The last few months have been the most challenging we’ve faced as an organisation. COVID-19 has shown us what we’re capable of as a team and, perhaps more importantly, what we sometimes take for granted. It has put our process to the test, and made it much stronger.
The black clouds are not gone yet but one thing brings us comfort: we’re back in the studio. And that’s no small feat. Not for us.
As a creative business, remote work fundamentally changes how we operate. Is it feasible? Yes. Is it ideal? No. Not even close. And that is because no amount of technology — and we have it all — can replace the sort of human interaction that makes every day at Designate different and rewarding. It’s what makes us, us.
Our work relies on frequent and informal collaboration. We are at our best when we can invite someone over to our desk and ask, ‘what do you think?’. Or when we put concepts up on the wall for people to pop by and challenge, suggest or improve. All of this is radically different with remote work. It’s less spontaneous and less intuitive.
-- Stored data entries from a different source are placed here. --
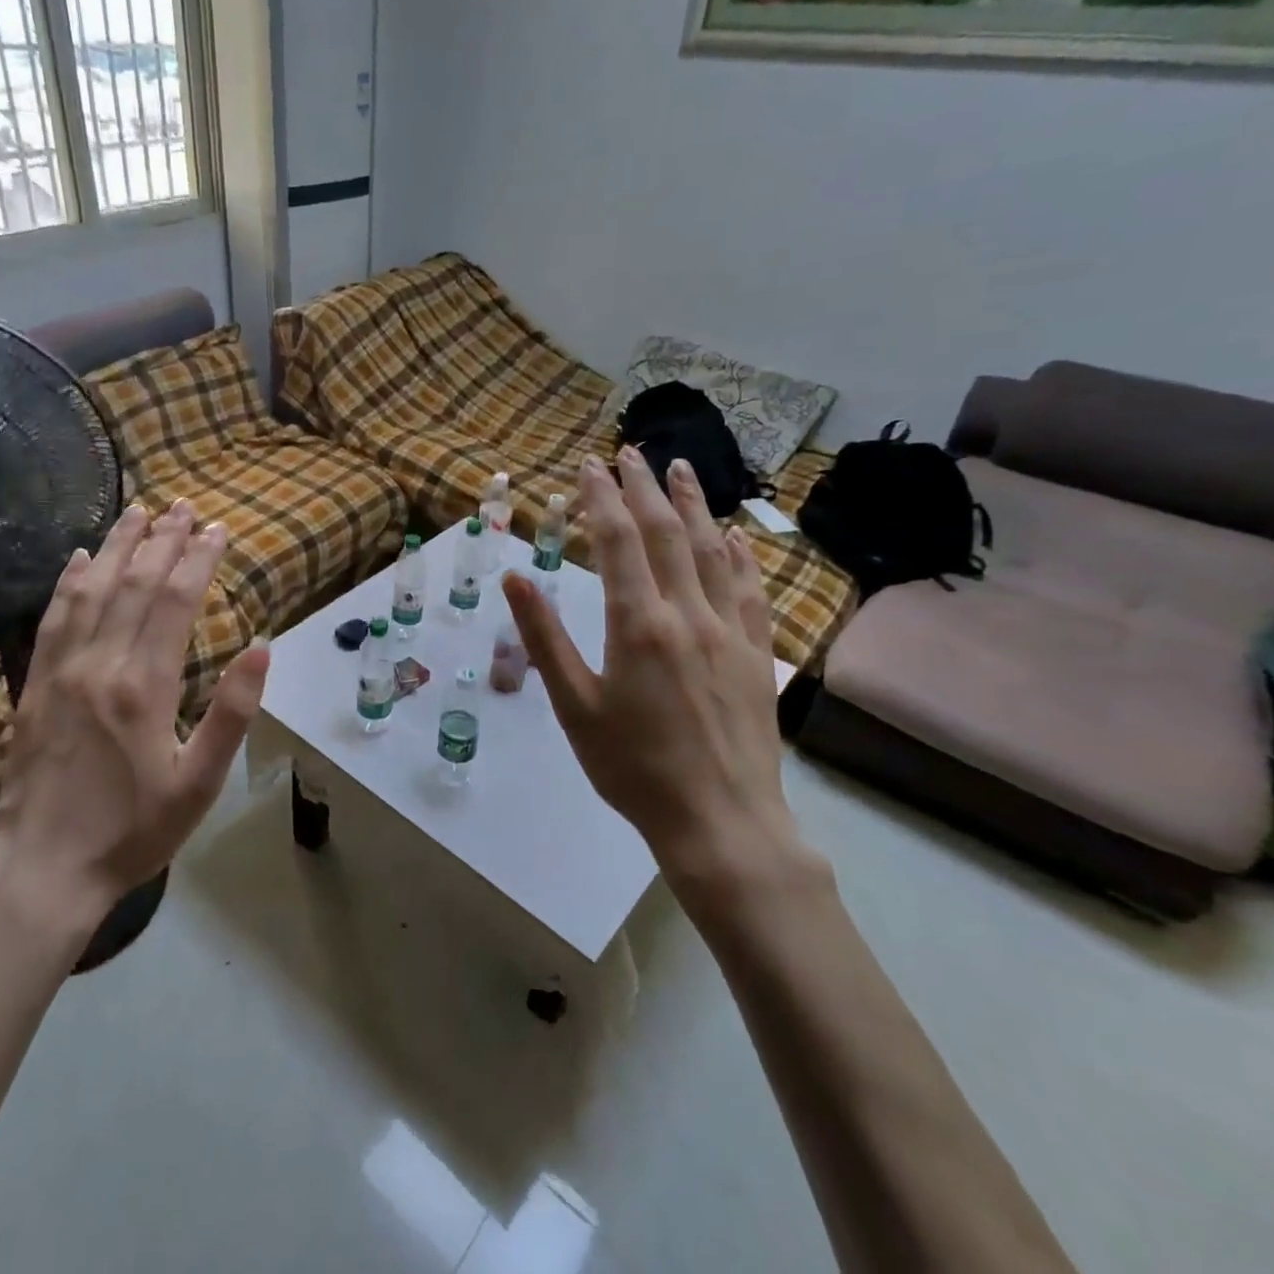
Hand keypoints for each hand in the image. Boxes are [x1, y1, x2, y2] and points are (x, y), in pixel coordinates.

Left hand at [0, 500, 270, 930]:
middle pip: (134, 584)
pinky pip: (52, 619)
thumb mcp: (199, 782)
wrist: (41, 871)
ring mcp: (60, 671)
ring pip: (91, 591)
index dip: (198, 558)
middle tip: (184, 506)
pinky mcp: (33, 686)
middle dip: (163, 540)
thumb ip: (232, 712)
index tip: (218, 528)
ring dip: (116, 546)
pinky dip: (68, 583)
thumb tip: (263, 646)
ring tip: (138, 512)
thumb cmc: (133, 831)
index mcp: (144, 686)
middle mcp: (100, 664)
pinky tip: (77, 559)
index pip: (175, 601)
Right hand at [503, 449, 812, 910]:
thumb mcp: (573, 705)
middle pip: (666, 533)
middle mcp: (688, 613)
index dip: (601, 498)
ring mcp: (730, 631)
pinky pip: (751, 588)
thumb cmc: (633, 768)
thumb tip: (516, 578)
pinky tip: (736, 534)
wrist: (720, 822)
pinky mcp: (757, 653)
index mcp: (638, 624)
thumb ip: (545, 637)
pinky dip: (741, 553)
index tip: (588, 465)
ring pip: (713, 550)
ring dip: (693, 505)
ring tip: (679, 469)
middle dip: (643, 486)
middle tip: (628, 451)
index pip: (618, 542)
And the truth is, our clients expect a level of service and quality that requires us to be at our best. Every single day. It’s the only way to remain competitive for over 25 years in an industry that devours independent agencies.
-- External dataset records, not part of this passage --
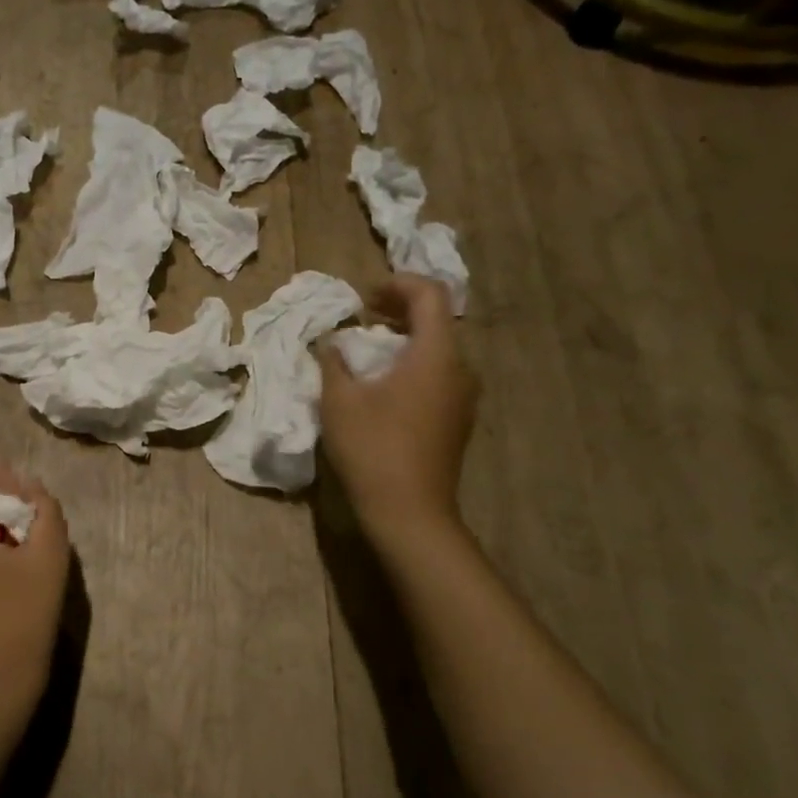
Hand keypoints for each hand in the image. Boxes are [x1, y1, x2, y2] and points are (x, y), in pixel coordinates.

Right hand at [317, 274, 477, 545]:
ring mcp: (463, 398)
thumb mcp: (339, 400)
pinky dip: (412, 365)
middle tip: (362, 315)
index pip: (430, 294)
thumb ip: (334, 361)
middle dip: (398, 310)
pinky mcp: (457, 421)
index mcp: (436, 355)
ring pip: (438, 350)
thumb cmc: (373, 449)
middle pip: (436, 321)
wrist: (410, 514)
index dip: (398, 283)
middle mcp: (460, 370)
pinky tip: (384, 386)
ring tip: (368, 351)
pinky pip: (438, 376)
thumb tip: (333, 343)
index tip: (365, 296)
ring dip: (404, 339)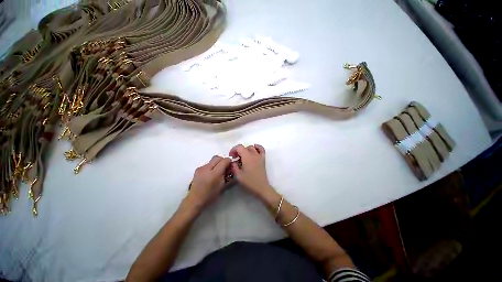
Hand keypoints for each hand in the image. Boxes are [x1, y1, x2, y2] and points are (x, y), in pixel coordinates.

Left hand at [185, 155, 230, 210]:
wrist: (195, 200)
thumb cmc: (210, 195)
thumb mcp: (222, 185)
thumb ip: (226, 174)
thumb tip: (229, 167)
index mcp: (214, 173)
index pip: (224, 160)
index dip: (229, 161)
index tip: (231, 165)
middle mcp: (207, 168)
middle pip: (217, 157)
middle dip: (223, 161)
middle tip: (226, 167)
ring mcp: (201, 168)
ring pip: (212, 160)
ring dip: (217, 163)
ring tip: (218, 171)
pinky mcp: (198, 169)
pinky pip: (208, 164)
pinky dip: (212, 166)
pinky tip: (211, 174)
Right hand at [229, 144, 274, 199]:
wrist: (261, 188)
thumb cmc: (249, 182)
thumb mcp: (238, 175)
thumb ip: (234, 166)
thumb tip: (233, 162)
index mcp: (247, 157)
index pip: (239, 147)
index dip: (233, 150)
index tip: (231, 156)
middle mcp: (253, 154)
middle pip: (245, 147)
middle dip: (238, 151)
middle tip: (235, 158)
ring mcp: (259, 156)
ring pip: (252, 147)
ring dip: (246, 150)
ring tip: (243, 156)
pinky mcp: (263, 159)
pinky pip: (261, 149)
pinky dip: (257, 147)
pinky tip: (254, 149)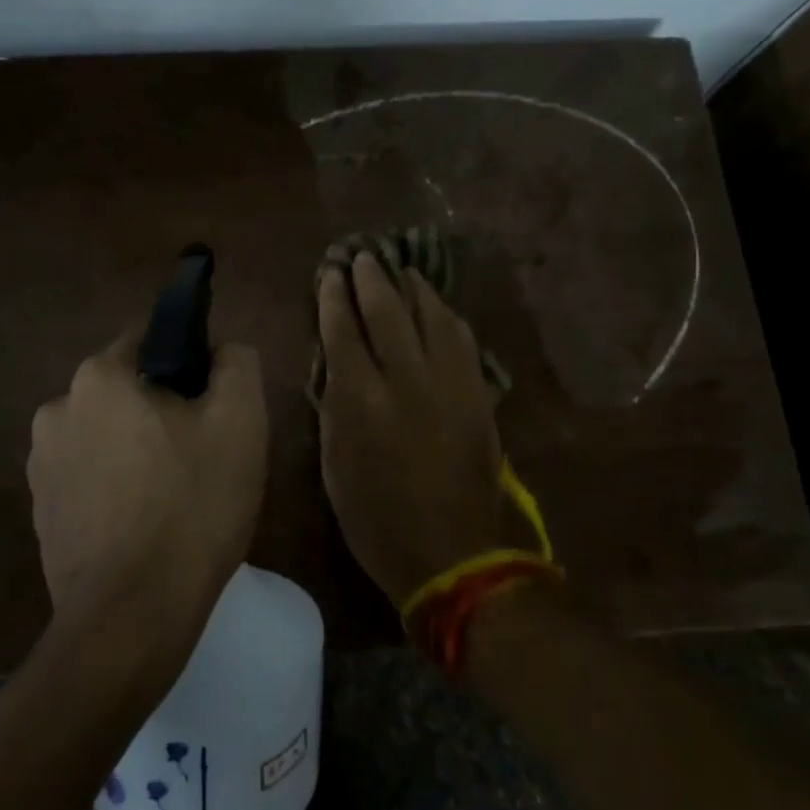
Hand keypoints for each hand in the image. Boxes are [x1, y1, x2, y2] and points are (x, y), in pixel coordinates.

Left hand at [27, 330, 267, 653]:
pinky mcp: (39, 510)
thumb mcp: (239, 422)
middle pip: (126, 390)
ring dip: (136, 449)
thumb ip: (236, 364)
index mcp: (99, 377)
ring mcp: (41, 463)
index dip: (190, 363)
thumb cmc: (191, 507)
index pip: (151, 340)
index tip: (213, 404)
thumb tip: (221, 350)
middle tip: (201, 454)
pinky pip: (88, 476)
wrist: (131, 616)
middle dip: (162, 410)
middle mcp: (57, 408)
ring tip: (172, 496)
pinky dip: (114, 486)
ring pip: (106, 434)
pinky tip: (142, 524)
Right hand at [316, 253, 516, 606]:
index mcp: (361, 400)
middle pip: (387, 310)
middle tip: (364, 256)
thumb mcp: (335, 464)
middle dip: (372, 278)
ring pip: (430, 315)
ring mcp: (448, 383)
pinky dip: (445, 315)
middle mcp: (405, 379)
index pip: (343, 330)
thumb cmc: (376, 518)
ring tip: (400, 269)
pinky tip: (436, 306)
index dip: (334, 297)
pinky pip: (462, 339)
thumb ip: (333, 405)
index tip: (331, 273)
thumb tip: (336, 362)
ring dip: (412, 287)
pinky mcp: (478, 393)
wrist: (451, 553)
So yes, being back in the studio is a relief. But we understand every industry is different; our lessons won’t apply to everyone. Most of our clients are the types of businesses where remote work has no noticeable impact. Many companies in financial services, consulting, property or energy are not planning to come back until the end of the year. And that’s perfectly fine for them.
Returning to the studio has also meant making significant adjustments in order to observe NSW’s COVID-safe recommendations. Desks had to be reorganised, meeting room capacity reduced and hygiene practices reassessed, but overall, these are changes we are happy to make to have everyone back.
Other improvements have come from our time apart. We now have shorter, more focused meetings. We make sure to touch base more often and document client interactions better. We are considering an improved project management system, and have even adjusted our shopping list (more sugar).
The point is, our culture is what we missed the most during isolation. But it’s also changing as a result of isolation. We are a different studio today than we were three months ago — a better one. Because it’s that very culture that makes us different. It’s the small things that keep us curious, engaged and creative. And it’s those same things that make us good at what we do.